Intelligence and instinct, then, are "of the same flesh and blood" (p. 310). For when man's unlearned capacities play out their game under favorable conditions they lead to reflection and to self-judgment, just as truly as they lead to the begetting and nursing of children. Acquired nature is generated from original nature" and combines back with it to form new hybrids" (p. 198). Our passionate religions, our industrial arts, and our pure sciences are all evolved from our innate propensities as much as is our habit of walking.

On this view human nature is highly plastic. Not plastic, as James Mill would have explained, because the mind is "under the governance of two sovereign masters" and may have the most diverse pleasure-pain associations established within it by appropriate training; but plastic because of the great number of its original propensities and of the vastly greater number of combinations among these propensities which may be formed by experience (p. 305). Practically every activity of mature life is directed not by any single instinct (Mr. Thorndike's unlearned tendencies are resolved into elements too specific for that); but by some combination among several or many original capacities, modified little or modified greatly by experience. As early as "the first half-year or less, original nature and nurture coöperate almost inextricably" (p. 40). Among adults, "Much, perhaps nine-tenths of what commonly passes for distinctively human nature is . . . not in man originally, but is put there by institutions or grows there by the interaction of the world of natural forces and the capacity to learn" (p. 199).

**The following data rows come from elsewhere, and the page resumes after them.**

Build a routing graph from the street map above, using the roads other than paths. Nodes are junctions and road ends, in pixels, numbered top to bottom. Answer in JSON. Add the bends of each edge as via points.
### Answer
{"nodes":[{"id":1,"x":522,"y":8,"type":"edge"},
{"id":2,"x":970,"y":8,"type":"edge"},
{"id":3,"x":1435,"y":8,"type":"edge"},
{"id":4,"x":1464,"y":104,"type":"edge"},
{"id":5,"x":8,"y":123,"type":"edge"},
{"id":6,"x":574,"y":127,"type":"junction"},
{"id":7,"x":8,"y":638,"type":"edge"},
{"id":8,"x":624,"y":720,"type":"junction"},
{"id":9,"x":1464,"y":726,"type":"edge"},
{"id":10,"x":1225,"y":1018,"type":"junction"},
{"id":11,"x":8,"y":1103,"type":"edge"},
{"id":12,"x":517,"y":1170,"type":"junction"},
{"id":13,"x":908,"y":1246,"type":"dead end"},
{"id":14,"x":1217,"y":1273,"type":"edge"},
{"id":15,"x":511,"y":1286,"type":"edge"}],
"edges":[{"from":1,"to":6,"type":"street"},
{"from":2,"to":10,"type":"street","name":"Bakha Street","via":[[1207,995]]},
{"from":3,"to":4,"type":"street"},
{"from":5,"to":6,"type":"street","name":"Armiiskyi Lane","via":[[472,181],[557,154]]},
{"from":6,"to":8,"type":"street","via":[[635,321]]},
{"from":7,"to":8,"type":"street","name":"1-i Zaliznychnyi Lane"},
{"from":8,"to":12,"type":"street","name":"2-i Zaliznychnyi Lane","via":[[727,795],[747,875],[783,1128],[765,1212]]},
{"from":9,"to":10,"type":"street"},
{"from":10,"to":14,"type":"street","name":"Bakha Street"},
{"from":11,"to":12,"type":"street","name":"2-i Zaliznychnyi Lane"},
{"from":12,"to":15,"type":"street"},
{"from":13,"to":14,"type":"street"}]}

This view of human nature affords a firm psychological basis for optimism concerning the possibilities of social progress. Man has, indeed, no innate "moral sense to lead him upward, no unlearned difference of response to right and wrong, no religious instinct (p. 202). Nor is man's original equipment adapted to the higher life; on the contrary it is " archaic, adapting the human animal for the life that might be led by a family group of wild men in the woods" (p. 280). Nor is this original equipment improving. It might be bettered, indeed, within certain limits by careful breeding (p. 244); but "original nature springs from original nature" (p. 235), and as matters stand, we have small warrant for thinking that human advance is due to growth of our unlearned capacities (pp. 240-243). What can be changed is nurture. Nurture cannot indeed eradicate unlearned capacities, it cannot supply them; but it can select certain among them for development and others for repression; it can make the most various combinations among them as well as modify their forms. The more numerous, the more diverse, the more specific research makes these original elements in human nature, the more powerful is the role it ascribes to the nurture, which selects, combines, and modifies them. Most important of all, the influence of nurture may be cumulative. Every increase of social wisdom may be applied in bettering the nurture given to the generation that follows, so that this generation in turn may give its successor training better than it received.